The present water wheel is a modern steel structure 8.2 m in diameter. It generates electricity for use on the site, any excess current being fed into the national grid.

==Other history==
In the eighteenth and nineteenth centuries, various artists visited the falls to paint. In 1795, J. M. W. Turner used a sketch he made here of the waterfall and cornmill to paint his watercolour "Aberdulais Mill, Glamorganshire" which hangs at the National Library of Wales. John Ruskin also painted here.

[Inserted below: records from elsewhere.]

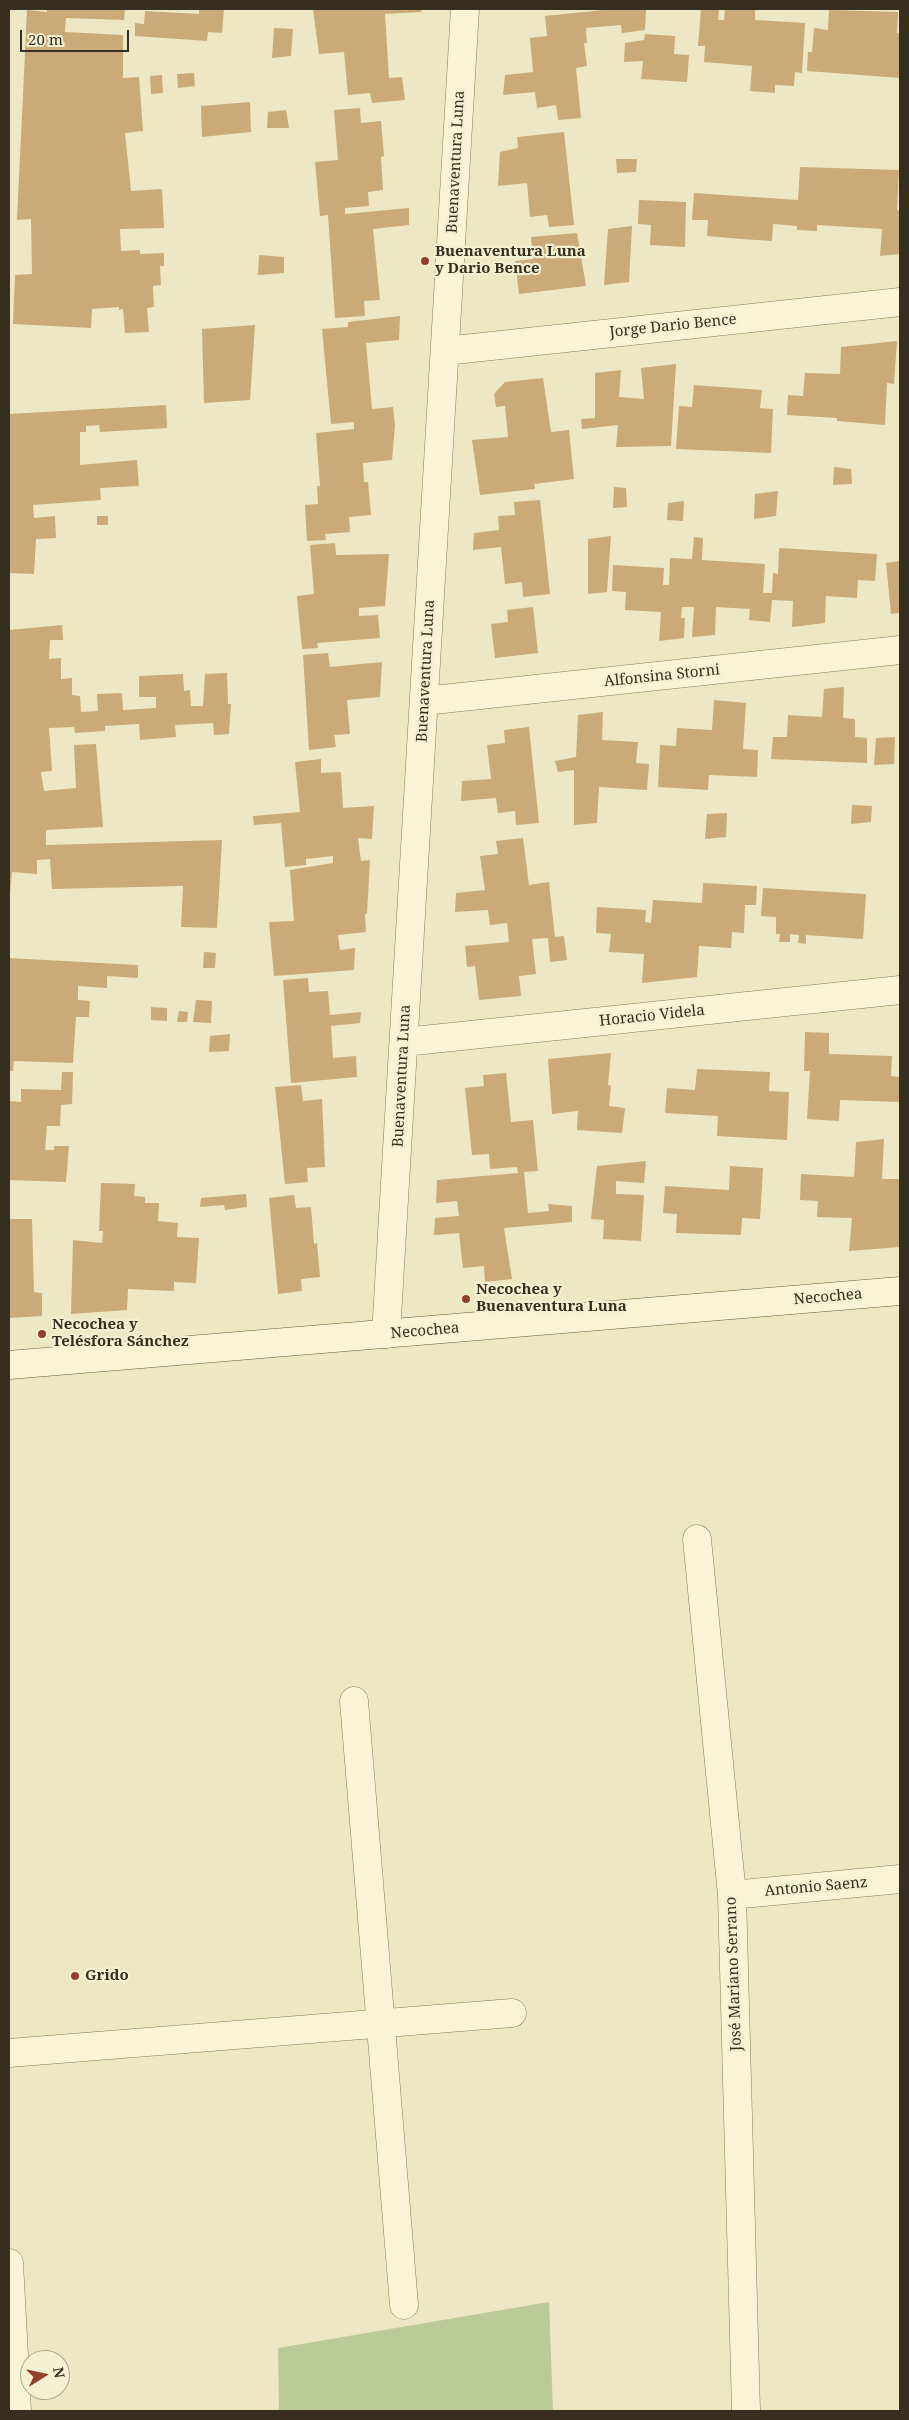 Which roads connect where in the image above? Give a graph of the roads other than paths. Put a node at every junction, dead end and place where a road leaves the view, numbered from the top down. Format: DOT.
graph roads {
  1 [pos="465,9"];
  2 [pos="900,302"];
  3 [pos="445,351"];
  4 [pos="900,650"];
  5 [pos="424,701"];
  6 [pos="900,990"];
  7 [pos="404,1042"];
  8 [pos="900,1291"];
  9 [pos="386,1334"];
  10 [pos="9,1365"];
  11 [pos="697,1539"];
  12 [pos="354,1701"];
  13 [pos="900,1879"];
  14 [pos="732,1894"];
  15 [pos="512,2014"];
  16 [pos="382,2023"];
  17 [pos="9,2053"];
  18 [pos="9,2263"];
  19 [pos="404,2305"];
  20 [pos="14,2395"];
  21 [pos="746,2411"];
  1 -- 3 [label="street, Buenaventura Luna"];
  2 -- 3 [label="street, Jorge Dario Bence"];
  3 -- 5 [label="street, Buenaventura Luna"];
  4 -- 5 [label="street, Alfonsina Storni"];
  5 -- 7 [label="street, Buenaventura Luna"];
  6 -- 7 [label="street, Horacio Videla"];
  7 -- 9 [label="street, Buenaventura Luna"];
  8 -- 9 [label="street, Necochea"];
  9 -- 10 [label="street, Necochea"];
  11 -- 14 [label="street, José Mariano Serrano"];
  12 -- 16 [label="street"];
  13 -- 14 [label="street, Antonio Saenz"];
  14 -- 21 [label="street, José Mariano Serrano"];
  15 -- 16 [label="street"];
  16 -- 17 [label="street"];
  16 -- 19 [label="street"];
  18 -- 20 [label="street"];
}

==Amenities and attractions==
Local attractions include a canal and the Cefn Coed Colliery Museum. Aberdulais Falls and the associated industrial infrastructure are in the care of the National Trust in recognition of the site's value as a key part of the region's industrial heritage. The water wheel at Aberdulais falls produces £20,000 worth of electricity that powers the site, and the surplus is sold back to the national grid.

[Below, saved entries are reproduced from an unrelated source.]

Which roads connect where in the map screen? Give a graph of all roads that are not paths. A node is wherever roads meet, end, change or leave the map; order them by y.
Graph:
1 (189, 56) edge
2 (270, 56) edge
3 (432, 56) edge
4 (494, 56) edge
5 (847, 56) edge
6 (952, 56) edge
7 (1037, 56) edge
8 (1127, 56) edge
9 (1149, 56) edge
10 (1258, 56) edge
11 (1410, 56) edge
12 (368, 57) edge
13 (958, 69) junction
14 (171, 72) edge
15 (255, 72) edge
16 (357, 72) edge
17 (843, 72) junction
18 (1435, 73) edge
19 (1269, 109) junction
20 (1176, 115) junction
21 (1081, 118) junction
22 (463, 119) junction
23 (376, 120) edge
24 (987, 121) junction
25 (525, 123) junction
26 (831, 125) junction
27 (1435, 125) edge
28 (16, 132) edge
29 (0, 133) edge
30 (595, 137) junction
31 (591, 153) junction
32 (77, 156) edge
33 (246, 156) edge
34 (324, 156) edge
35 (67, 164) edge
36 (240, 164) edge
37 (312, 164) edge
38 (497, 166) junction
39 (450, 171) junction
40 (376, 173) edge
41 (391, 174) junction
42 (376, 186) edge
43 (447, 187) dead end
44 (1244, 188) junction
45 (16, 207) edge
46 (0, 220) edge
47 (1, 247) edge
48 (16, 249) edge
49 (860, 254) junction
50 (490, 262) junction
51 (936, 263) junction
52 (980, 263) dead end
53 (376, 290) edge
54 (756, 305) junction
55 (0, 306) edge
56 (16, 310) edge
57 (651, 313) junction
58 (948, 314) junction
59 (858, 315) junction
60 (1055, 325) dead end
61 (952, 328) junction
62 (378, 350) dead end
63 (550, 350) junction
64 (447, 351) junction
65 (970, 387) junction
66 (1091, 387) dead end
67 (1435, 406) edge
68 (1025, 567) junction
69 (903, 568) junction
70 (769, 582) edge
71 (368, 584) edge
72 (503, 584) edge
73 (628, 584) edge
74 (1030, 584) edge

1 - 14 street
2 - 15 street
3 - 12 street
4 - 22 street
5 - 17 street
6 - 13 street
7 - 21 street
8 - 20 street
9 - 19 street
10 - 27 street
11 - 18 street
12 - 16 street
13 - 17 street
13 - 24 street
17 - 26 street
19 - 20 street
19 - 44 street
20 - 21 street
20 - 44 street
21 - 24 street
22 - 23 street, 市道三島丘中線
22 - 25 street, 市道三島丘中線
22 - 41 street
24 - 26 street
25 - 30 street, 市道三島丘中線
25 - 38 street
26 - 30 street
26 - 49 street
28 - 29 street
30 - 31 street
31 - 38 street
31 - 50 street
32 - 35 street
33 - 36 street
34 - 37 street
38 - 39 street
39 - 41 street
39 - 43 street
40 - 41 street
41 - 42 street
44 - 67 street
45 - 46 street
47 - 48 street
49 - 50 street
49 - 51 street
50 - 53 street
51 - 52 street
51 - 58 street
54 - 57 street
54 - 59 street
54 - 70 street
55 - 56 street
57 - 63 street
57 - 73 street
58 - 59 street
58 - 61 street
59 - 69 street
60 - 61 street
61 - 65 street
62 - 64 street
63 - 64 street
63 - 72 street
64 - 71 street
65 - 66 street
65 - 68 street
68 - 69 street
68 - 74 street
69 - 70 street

Several of the old buildings remain, and the tall smokestack of the tinplate works towers above the site. The school house for the children of the workers survives. The remains of a bridge that formerly linked the site by a tramway to the Tennant Canal can be seen.

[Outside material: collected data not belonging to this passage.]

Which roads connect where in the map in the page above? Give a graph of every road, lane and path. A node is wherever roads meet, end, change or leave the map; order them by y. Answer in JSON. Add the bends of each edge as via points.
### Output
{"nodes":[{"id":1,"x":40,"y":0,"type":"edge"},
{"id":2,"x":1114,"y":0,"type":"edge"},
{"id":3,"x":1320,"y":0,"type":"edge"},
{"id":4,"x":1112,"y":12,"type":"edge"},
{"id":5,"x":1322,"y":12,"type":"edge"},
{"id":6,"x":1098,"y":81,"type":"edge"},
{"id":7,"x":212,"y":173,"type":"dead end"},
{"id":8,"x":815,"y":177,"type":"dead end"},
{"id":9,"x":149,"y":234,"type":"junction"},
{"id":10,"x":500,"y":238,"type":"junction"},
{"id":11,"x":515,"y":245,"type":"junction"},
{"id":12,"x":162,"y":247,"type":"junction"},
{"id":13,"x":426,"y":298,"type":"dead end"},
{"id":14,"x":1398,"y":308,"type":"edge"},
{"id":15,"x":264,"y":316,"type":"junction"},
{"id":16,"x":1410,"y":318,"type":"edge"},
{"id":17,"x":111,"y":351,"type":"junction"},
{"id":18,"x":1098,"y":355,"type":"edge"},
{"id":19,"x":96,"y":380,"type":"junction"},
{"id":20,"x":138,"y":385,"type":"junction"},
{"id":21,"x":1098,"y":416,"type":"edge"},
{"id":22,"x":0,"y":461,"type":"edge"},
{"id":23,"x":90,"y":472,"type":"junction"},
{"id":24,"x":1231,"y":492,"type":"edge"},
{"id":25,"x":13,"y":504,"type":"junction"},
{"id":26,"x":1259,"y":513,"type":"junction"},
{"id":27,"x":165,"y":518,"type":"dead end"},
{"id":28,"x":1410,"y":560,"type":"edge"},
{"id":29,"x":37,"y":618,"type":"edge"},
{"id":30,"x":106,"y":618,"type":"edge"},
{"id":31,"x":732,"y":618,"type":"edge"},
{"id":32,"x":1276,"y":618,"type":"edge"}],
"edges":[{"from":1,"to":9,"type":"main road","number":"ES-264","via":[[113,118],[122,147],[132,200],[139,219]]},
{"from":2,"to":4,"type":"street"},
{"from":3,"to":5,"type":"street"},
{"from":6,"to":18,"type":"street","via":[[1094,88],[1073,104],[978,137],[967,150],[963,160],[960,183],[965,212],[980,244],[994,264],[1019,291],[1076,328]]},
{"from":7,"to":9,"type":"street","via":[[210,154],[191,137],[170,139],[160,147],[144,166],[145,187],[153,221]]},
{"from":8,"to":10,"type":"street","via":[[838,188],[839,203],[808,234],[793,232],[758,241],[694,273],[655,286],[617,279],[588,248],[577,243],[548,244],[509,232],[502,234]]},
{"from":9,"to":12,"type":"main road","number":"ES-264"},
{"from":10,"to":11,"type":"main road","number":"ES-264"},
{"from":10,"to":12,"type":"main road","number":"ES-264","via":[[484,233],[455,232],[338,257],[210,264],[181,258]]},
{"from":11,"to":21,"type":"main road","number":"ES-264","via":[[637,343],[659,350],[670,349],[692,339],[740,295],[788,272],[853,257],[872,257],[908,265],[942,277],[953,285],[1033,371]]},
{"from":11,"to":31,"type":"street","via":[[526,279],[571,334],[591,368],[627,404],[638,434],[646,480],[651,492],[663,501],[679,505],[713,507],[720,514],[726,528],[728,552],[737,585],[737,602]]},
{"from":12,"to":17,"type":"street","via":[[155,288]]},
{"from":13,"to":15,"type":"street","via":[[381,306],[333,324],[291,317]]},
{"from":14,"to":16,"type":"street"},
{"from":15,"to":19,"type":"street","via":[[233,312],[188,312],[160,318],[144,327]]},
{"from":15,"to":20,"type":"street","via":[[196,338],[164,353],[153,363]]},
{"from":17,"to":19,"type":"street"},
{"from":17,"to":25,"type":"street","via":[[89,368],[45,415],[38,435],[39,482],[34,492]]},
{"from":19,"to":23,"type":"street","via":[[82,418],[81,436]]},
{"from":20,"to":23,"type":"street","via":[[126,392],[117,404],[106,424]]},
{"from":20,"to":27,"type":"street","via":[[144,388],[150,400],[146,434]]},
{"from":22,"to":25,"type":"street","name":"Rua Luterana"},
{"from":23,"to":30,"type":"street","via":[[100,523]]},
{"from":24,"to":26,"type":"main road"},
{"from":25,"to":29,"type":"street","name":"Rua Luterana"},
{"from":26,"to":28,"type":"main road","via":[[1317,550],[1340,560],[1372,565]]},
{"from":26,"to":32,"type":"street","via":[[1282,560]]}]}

==Government and politics==
Aberdulais is also the name of an electoral ward covering the village. It is a constituent of the community of Blaenhonddan. The electoral ward of Aberdulais includes some or all of the settlements of Aberdulais and Cilfrew in the parliamentary constituency of Neath and Swansea East. Most of the ward consists of woodland and farmland with a small residential area to the far south. Aberdulais is bounded by the wards of Crynant to the north; Resolven to the east; Tonna to the south; and Cadoxton and Bryncoch North to the west.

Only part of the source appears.